Paul writes to Timothy that he, Paul, is a criminal for the gospel, a man put in chains for preaching the Good News to Jews and Gentiles alike. And though he is suffering in chains for the sake of Christ and Christ’s body, “the word of God is not chained.” We can add here: “…and the word of God will never be chained.” Though courts, kings, governors, and states may strive to whip the Word with judicial rulings or bury it in paper prisons or poison it with the deadliest medicines, the Word will not be whipped, buried, or poisoned. In fact, Paul, noting the persistence of the Word for him, says, that because the word is not chained, “I bear with everything for the sake of those who are chosen, so that they too may obtain the salvation that is in Christ Jesus…” The Word endures, carries on, lives always. And for this, we must give thanks. You must be the one healed leper in ten who returns to give God thanks, or Christ will wonder about you, “Where are the other nine?” 
 
Before asking how gratitude works for us spiritually, let’s take a moment to explore the possible reasons for being ungrateful. Why do we sometimes fail to give God thanks? First, we may not understand the “giftedness” or “givenness” of our lives, that is, we may not understand the fundamental animating principle of human life. My life, your life is a gift, meaning that that we exist at all is a present from God. God did not need us at the beginning of all thing. He does not need us now. And will never need us. Reality’s creation from nothing was a gratuitous, singular event, a wholly unnecessary one-time occurrence. The on-going presence of Something rather than Nothing is gratuitous as well. That we are still here is a gift. Second, the psychological motivations we need to accomplish anything often rely on the notion that we achieve our successes and that we fail in our failures. In other words, it seems that in order for us to do anything good at all we must believe that anything we do well results from personal talent and hard work. Why give thanks to someone not directly involved in the work of my success? Of course, this denies the first principle of creation: everything I am and everything I have is a gift from God. My talent, my drive to work hard, my need to succeed—all are gifts. Third, so delighted are we in our successes we often need to claim total credit in order to feel worthy of the success. If I am to succeed again, I have to come to the conclusion that I am solely responsible for that success. To do anything less is to risk a future failure. Finally, since the first bite of the apple in the garden we have been tempted to believe that we can become god w/o God. One god has no need to thank another god for anything. Our declaration of independence from the engines of divine perfection means that we think we are capable of saving ourselves. All we need for salvation is determination, the right doctrines, sufficient work, and a heart cold enough to reject any outside help offered—human or divine. We fail to give God thanks out of ignorance, pride, a cold heart, and vanity. 
 
Why should we give God thanks? Given what we already know about our creation—that we were created gratuitously—we can see that acknowledging our existence is first and foremost a matter of justice: we owe God our gratitude. Our thanks is due. Our thanks to God is also a matter of acknowledging the most basic truth of our lives: we are creatures created by a Creator. We are not random collections of chemical and electrical processes. We are not genetic productions accidentally generated by ideal cosmic and climatic conditions. We are beloved creatures, loved by our Creator. And as creatures loved first by God, we love back and give thanks for that love. The spiritual benefit, that is, the advantage that accrues to us when we are grateful to God is an increase in humility, an increase in our appreciation of our givenness, our total dependence on God as our Creator and Sustainer. Humility is the measure we use to determine the degree to which we are radically aware of our dependence on God. Your humility means that you know you are a gift given for no other reason than to love and be loved.

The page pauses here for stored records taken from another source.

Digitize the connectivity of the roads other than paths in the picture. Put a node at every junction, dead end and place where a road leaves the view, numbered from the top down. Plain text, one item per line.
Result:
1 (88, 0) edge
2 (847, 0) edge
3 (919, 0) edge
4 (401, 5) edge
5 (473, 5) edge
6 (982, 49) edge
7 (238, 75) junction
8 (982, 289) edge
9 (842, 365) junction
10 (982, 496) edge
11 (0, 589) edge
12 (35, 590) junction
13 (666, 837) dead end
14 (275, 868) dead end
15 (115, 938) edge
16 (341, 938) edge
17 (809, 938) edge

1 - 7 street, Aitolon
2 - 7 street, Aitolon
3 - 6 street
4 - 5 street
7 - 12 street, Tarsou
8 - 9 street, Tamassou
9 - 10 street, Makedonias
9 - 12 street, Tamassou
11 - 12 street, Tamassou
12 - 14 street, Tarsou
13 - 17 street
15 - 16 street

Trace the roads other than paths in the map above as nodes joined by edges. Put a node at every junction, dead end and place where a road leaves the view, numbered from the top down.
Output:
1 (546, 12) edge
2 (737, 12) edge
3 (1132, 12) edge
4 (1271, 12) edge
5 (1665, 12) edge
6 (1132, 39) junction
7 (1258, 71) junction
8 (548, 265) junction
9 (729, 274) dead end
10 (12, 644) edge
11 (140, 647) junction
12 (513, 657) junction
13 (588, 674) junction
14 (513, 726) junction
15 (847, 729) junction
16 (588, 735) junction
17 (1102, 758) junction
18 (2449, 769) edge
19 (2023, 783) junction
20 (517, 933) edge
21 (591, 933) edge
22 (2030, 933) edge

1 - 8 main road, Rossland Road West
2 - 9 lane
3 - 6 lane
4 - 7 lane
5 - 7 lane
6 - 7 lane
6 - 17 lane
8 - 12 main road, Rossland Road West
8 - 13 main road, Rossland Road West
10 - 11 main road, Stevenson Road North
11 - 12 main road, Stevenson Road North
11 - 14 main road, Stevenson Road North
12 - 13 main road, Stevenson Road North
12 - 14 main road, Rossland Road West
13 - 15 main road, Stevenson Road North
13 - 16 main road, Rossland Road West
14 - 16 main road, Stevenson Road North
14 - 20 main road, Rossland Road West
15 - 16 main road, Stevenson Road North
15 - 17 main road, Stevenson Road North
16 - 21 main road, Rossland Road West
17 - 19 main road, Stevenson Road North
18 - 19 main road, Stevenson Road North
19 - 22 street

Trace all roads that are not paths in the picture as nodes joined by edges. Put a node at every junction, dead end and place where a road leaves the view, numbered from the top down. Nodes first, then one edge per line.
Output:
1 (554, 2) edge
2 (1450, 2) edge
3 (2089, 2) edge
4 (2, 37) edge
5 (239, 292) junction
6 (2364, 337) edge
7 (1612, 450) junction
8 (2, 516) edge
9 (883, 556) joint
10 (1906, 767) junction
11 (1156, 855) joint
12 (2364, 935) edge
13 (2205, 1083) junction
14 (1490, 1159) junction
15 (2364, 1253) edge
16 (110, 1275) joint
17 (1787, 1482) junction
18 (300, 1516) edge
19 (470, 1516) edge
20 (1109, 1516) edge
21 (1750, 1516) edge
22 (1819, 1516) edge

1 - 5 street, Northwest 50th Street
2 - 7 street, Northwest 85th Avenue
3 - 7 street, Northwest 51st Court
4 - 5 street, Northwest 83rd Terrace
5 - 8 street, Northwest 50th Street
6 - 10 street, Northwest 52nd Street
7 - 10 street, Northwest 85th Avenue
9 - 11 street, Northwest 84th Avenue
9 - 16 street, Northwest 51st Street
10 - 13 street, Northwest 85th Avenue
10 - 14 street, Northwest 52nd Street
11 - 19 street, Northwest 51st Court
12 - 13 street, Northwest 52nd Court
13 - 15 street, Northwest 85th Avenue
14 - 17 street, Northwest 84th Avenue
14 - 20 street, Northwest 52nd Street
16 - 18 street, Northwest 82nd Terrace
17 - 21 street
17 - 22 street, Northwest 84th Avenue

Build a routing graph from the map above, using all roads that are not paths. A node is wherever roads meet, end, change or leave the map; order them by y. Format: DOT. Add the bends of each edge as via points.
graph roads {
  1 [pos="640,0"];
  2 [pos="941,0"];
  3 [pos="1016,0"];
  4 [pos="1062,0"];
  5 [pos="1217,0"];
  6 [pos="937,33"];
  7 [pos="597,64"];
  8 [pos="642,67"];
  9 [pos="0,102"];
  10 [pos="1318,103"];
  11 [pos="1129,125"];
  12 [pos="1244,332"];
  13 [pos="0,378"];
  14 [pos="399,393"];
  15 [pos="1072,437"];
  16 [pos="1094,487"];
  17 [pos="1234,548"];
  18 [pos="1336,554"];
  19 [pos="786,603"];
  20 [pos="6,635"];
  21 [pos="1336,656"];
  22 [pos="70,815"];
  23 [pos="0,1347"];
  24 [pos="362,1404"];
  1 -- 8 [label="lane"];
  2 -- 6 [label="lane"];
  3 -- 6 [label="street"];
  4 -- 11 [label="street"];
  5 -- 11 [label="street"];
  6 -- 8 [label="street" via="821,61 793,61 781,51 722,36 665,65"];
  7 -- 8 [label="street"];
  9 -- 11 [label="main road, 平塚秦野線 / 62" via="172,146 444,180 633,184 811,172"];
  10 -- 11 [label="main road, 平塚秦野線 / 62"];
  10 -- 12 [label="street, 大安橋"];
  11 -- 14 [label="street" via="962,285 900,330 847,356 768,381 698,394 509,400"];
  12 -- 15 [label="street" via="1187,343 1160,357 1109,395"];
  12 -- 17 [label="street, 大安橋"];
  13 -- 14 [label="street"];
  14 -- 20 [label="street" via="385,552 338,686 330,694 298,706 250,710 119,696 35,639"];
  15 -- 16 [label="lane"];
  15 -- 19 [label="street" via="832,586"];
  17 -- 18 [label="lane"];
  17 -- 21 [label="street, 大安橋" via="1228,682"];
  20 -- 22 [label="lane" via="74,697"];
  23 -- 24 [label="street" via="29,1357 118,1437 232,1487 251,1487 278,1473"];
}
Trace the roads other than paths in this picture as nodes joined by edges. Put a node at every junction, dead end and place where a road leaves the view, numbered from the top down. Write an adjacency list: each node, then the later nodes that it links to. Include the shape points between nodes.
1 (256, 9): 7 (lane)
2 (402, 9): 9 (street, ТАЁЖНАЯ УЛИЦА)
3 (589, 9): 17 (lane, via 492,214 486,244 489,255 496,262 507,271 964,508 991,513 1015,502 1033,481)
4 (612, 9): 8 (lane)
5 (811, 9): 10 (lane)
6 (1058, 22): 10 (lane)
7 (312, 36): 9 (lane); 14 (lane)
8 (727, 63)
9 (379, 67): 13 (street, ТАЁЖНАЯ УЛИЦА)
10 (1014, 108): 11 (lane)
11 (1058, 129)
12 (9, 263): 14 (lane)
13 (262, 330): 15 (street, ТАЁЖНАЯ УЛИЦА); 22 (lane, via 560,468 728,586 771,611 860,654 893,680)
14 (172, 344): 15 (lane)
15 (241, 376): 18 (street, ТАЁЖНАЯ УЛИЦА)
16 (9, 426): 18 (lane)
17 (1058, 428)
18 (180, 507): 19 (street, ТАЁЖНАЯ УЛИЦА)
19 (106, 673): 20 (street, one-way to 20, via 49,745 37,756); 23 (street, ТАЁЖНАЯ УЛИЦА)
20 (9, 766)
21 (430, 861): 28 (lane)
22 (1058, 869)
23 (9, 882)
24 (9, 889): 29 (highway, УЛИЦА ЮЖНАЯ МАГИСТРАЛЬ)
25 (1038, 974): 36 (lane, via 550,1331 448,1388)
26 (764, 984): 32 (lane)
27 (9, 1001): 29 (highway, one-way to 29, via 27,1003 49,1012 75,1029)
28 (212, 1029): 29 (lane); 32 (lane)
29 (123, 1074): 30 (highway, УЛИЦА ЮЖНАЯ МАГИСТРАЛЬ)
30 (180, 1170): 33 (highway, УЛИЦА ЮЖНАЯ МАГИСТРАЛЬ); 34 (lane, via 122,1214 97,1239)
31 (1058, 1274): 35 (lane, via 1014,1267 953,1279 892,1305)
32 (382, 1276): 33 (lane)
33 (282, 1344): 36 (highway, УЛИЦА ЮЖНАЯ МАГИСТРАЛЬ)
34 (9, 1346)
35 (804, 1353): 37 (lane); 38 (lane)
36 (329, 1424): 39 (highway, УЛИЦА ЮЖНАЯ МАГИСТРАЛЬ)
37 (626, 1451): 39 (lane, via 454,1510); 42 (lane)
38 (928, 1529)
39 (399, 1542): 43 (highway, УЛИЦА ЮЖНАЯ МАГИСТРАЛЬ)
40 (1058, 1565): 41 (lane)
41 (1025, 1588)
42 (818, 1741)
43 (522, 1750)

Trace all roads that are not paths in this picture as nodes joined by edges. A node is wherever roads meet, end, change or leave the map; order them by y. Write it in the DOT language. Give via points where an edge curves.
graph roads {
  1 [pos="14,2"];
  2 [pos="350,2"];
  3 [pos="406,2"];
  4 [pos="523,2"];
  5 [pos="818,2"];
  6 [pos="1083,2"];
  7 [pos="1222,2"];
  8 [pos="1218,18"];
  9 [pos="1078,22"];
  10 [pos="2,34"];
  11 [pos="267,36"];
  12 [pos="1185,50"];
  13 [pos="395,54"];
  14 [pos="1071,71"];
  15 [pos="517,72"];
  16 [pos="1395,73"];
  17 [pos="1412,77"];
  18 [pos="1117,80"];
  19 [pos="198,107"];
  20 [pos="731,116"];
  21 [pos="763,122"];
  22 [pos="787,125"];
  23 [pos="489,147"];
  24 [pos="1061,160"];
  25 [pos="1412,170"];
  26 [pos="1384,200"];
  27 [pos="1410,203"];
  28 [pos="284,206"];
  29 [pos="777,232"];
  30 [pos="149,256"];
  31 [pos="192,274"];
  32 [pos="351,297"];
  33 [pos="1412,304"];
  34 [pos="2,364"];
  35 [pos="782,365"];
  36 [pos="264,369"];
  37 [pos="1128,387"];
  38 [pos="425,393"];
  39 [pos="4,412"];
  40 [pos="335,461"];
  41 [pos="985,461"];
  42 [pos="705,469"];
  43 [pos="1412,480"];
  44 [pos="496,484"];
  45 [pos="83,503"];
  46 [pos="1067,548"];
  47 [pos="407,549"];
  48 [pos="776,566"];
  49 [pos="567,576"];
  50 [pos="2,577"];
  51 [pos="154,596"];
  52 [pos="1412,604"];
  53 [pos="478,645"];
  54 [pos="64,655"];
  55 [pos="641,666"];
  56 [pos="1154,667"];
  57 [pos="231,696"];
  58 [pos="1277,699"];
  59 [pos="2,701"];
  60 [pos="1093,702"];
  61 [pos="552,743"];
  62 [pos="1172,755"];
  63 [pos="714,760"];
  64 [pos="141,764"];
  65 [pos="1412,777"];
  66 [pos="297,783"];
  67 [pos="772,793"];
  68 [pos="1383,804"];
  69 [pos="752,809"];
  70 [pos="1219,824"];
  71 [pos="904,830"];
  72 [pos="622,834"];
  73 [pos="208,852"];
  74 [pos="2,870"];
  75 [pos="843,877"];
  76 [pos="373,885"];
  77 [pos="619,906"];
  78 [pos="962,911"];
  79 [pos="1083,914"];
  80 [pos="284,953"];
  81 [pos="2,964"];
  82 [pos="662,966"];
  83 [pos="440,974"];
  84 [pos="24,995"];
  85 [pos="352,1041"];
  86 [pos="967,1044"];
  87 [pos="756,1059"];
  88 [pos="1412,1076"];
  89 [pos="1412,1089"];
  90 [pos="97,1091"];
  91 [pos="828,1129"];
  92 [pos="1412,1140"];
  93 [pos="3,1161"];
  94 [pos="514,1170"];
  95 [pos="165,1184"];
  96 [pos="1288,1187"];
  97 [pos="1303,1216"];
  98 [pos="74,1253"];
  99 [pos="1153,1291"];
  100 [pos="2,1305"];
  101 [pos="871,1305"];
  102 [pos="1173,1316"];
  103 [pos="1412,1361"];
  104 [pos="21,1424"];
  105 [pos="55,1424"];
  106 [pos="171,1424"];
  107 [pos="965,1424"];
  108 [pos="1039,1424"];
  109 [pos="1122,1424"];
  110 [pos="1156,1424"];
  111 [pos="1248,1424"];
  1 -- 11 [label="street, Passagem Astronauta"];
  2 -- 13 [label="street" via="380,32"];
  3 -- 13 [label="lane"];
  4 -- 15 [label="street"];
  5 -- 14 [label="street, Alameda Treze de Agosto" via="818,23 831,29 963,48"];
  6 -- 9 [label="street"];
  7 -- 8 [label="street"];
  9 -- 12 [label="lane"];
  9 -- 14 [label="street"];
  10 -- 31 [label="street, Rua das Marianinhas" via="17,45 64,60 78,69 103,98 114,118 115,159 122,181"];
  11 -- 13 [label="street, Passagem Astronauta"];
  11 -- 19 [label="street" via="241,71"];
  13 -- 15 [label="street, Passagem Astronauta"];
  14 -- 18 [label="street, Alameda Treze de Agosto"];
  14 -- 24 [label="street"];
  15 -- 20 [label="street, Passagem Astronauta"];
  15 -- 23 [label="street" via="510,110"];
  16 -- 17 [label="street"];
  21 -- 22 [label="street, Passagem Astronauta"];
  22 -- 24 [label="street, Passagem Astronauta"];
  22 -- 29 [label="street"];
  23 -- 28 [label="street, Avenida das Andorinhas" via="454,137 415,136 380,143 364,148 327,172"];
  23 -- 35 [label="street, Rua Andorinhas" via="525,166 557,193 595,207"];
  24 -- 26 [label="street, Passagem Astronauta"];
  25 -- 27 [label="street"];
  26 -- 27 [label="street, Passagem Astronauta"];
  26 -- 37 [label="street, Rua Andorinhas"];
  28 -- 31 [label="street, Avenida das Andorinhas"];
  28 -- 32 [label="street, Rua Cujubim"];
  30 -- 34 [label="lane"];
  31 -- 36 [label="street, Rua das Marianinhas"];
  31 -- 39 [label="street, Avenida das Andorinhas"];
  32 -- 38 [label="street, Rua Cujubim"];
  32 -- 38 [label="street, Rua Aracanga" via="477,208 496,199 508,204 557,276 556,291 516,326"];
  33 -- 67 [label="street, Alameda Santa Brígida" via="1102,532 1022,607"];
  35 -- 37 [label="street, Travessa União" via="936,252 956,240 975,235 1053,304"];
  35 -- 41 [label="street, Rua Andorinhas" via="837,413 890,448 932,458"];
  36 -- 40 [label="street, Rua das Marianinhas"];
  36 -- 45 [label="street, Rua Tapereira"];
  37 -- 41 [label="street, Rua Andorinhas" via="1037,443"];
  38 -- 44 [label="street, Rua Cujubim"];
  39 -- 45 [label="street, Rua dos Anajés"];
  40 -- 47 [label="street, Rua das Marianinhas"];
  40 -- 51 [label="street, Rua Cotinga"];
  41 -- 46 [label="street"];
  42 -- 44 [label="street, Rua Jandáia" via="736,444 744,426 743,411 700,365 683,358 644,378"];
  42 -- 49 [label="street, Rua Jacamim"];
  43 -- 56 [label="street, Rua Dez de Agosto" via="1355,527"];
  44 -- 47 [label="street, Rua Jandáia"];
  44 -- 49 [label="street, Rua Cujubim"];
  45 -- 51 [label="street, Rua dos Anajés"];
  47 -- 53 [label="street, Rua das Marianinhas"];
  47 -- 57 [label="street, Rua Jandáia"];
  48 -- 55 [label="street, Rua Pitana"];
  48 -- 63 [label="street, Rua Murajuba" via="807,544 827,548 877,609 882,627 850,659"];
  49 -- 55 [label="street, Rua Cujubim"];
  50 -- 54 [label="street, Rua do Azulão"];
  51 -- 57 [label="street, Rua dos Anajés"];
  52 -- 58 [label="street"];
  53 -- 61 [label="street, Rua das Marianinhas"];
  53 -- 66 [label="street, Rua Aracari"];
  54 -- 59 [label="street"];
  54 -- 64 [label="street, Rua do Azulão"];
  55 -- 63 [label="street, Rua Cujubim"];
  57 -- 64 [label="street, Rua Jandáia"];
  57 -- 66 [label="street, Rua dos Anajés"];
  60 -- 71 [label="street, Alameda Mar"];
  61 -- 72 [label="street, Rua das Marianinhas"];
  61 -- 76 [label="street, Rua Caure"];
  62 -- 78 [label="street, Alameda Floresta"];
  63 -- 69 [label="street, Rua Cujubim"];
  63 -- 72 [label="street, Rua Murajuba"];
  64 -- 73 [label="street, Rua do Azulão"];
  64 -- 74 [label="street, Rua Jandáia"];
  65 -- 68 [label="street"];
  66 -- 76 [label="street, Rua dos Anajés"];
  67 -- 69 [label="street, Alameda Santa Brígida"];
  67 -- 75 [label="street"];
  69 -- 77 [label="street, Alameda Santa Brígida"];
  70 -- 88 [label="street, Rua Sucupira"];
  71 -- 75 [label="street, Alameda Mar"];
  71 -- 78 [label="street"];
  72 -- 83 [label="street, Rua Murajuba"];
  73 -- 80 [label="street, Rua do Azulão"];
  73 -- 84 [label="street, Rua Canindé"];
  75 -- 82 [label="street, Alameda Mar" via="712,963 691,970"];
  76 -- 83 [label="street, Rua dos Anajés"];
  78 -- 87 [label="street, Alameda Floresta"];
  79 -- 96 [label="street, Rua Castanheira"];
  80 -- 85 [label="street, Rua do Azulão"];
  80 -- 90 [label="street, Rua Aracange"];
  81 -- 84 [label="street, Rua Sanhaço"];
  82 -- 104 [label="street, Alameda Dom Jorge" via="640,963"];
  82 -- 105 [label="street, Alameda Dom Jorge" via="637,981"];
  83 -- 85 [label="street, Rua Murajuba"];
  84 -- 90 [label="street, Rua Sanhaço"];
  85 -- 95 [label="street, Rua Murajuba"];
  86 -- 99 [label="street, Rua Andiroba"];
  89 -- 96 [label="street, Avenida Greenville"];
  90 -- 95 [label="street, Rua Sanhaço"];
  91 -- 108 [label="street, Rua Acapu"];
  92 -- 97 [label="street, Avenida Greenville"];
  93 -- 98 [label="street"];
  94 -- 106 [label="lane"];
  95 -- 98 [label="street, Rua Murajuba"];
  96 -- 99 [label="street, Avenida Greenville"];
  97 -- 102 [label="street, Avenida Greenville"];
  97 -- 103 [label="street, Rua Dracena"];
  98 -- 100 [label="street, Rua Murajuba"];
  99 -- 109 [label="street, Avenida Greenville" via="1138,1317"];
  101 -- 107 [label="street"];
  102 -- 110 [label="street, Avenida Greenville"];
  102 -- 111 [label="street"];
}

Here then is the surest way to ruin your life: fail daily to give thanks to God. Get up in the morning and go to bed at night as if you are entitled to everything you have, as if you were owed everything you have received. Get up in the morning and go to bed at night as if you alone achieved all of your successes, as if you orchestrated all your moments of greatness. Go day to day through your life utterly alone, in need of no one, in need of nothing but your own ingenuity and hard work. Grit your teeth when help is offered and say, “No, thank you.” Lock up your heart when a hand reaches out and say, “No thanks.” Shrink back in disgust at yourself and everyone around you when you fall and refuse help. Know in your ungrateful heart that you can do it all by yourself. 
 
Or, you can be trustworthy. You can be grateful and flourish in blessing. You can be the one healed leper who returns to thanks to God. You can be Naaman, who is healed in the Jordan, his flesh like the flesh of a little child. And you will be the one to hear Christ say, “Stand up and go; your faith has saved you.” Our Lord has revealed his saving power to the nations. Whatever you do, do not be among the nine ungrateful hearts who think that their healing is an accident. There is nothing accidental about the Cross, or Christ’s death for us on the Cross. He died on purpose, with a purpose. For us, he died knowingly, freely. And because of his love for us, we are free. Give thanks to God and make your life, this life right now, a living sacrifice of praise and thanksgiving!

12 October 2013

On the dangers of using secular partisan labels in the Church

Fr. Mark Massa, S.J. was the speaker last night at NDS' annual Msgr. Tekippe Theological Forum.

His lecture was titled, "A Pox on Both Your Houses: Moving Beyond Conservative and Liberal Labels in the Church." 

Fr. Massa argued that the use of secular political labels to describe ideological parties within the Church is not only historically and theologically inaccurate, it's destructive as well.

He pointed out that using labels like "progressive," "traditionalist," etc. to denote one's posture toward change in the Church suggests that change is somehow an option for us, something that we can legislate or avoid.  He surveyed the use of partisan labels in our history, noting that only in our very recent history have we adopted secular labels to denote ideological differences.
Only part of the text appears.